[Stored data entries]

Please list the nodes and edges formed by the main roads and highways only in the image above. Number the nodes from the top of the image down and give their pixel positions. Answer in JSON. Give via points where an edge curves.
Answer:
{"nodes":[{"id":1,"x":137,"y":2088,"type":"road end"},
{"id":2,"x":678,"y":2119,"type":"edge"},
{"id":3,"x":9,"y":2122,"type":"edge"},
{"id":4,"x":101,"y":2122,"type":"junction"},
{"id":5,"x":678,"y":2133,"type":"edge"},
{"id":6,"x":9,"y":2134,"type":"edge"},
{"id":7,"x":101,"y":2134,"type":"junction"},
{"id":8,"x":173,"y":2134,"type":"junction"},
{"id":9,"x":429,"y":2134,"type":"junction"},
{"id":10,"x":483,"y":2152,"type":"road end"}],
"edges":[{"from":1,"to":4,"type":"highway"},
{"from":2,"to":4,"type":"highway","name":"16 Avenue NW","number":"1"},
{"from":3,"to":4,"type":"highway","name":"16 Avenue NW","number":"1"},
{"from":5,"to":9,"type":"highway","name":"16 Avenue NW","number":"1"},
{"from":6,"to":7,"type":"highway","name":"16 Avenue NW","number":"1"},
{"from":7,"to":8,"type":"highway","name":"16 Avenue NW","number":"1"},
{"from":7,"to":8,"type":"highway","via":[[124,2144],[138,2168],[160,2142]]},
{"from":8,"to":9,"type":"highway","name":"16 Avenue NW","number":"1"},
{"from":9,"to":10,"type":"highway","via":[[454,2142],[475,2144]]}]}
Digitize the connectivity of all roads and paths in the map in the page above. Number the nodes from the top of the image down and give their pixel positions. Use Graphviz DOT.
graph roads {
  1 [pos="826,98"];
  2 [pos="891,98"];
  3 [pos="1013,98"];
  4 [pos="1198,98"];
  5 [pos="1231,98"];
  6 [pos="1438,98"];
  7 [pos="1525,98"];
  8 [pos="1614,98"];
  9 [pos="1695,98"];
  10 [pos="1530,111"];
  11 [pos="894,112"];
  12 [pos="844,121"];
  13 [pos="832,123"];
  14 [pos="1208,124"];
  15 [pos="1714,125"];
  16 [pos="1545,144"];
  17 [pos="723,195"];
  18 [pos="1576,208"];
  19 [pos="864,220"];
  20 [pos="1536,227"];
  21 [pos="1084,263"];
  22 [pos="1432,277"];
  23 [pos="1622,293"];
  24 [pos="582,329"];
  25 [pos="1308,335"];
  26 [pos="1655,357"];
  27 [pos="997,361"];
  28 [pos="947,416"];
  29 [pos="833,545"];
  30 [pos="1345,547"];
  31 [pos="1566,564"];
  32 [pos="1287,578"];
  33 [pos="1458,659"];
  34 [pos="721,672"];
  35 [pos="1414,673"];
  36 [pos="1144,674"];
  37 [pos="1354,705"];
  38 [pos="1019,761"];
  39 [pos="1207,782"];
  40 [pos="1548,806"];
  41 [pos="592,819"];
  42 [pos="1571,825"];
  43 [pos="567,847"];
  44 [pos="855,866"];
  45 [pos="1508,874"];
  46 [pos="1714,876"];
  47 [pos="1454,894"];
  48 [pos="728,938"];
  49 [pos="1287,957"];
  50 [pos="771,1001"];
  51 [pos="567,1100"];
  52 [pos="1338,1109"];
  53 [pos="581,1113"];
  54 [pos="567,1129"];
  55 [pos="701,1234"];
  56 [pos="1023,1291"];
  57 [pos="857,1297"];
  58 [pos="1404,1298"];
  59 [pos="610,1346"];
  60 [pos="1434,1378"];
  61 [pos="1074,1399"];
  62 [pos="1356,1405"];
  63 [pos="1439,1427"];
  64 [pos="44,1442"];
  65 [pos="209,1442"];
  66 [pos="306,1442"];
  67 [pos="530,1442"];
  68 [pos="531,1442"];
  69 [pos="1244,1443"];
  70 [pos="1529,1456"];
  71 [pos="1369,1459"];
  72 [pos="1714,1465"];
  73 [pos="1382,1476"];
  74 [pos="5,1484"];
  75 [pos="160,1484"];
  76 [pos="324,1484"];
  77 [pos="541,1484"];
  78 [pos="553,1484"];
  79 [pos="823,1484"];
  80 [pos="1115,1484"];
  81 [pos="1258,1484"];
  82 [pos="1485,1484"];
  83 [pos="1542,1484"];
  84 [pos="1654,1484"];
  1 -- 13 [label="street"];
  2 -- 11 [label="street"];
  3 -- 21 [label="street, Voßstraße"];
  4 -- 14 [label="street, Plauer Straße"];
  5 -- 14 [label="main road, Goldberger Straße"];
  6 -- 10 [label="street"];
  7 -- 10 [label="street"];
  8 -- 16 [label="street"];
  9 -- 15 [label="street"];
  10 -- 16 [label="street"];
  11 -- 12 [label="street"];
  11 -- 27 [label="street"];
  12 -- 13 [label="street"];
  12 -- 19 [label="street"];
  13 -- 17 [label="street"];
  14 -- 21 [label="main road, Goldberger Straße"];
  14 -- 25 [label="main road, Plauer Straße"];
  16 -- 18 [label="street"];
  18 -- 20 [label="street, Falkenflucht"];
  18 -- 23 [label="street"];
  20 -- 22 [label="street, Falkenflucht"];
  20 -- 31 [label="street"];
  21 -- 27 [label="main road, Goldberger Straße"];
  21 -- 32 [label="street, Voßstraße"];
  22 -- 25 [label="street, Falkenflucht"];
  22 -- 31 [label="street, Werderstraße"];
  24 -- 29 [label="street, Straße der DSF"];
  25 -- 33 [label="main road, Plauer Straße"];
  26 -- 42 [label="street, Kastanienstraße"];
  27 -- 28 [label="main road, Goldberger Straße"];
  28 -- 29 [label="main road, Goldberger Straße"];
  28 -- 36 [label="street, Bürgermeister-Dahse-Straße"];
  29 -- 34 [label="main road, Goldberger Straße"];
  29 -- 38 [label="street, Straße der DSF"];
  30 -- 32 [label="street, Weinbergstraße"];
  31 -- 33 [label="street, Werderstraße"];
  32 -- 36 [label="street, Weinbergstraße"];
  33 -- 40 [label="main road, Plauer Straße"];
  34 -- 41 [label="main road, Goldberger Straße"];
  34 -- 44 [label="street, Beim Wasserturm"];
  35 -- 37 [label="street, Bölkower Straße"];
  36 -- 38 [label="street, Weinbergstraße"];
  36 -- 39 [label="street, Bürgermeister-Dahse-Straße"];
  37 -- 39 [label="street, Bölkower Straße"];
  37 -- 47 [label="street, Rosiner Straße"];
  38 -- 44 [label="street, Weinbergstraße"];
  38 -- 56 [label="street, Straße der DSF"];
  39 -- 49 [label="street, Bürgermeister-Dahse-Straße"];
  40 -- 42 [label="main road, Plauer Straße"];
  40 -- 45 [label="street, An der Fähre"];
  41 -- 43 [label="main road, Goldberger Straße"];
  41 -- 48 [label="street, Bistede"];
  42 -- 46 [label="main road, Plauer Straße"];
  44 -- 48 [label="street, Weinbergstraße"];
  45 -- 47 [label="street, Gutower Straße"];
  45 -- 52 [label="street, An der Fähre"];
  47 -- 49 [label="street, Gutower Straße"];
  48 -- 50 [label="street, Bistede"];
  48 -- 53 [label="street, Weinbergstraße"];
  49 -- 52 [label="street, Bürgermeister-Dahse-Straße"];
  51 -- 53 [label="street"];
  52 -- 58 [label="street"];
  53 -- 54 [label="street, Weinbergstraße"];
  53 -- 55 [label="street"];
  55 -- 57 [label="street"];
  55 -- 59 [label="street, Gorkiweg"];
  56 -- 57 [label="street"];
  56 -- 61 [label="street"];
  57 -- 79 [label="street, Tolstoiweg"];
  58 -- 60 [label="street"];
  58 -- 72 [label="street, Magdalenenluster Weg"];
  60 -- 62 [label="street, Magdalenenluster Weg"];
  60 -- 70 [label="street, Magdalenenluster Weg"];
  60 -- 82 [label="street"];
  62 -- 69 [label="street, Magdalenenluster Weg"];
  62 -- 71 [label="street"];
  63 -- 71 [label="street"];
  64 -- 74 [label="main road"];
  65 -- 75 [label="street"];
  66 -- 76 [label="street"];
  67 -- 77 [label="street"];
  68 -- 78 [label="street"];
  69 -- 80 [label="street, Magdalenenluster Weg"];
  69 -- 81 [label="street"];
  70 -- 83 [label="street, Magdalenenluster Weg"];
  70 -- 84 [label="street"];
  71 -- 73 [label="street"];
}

▸ WORK TO COMPLETE
Return each line of the data that contains the string "edges".

▸ SOLUTION TO THIS PROBLEM
Please list the nodes and edges formed by the main roads and highways only in the image above. Number the nodes from the top of the image down and give their pixel positions. Answer in JSON. Give via points where an edge curves.
"edges":[{"from":1,"to":4,"type":"highway"},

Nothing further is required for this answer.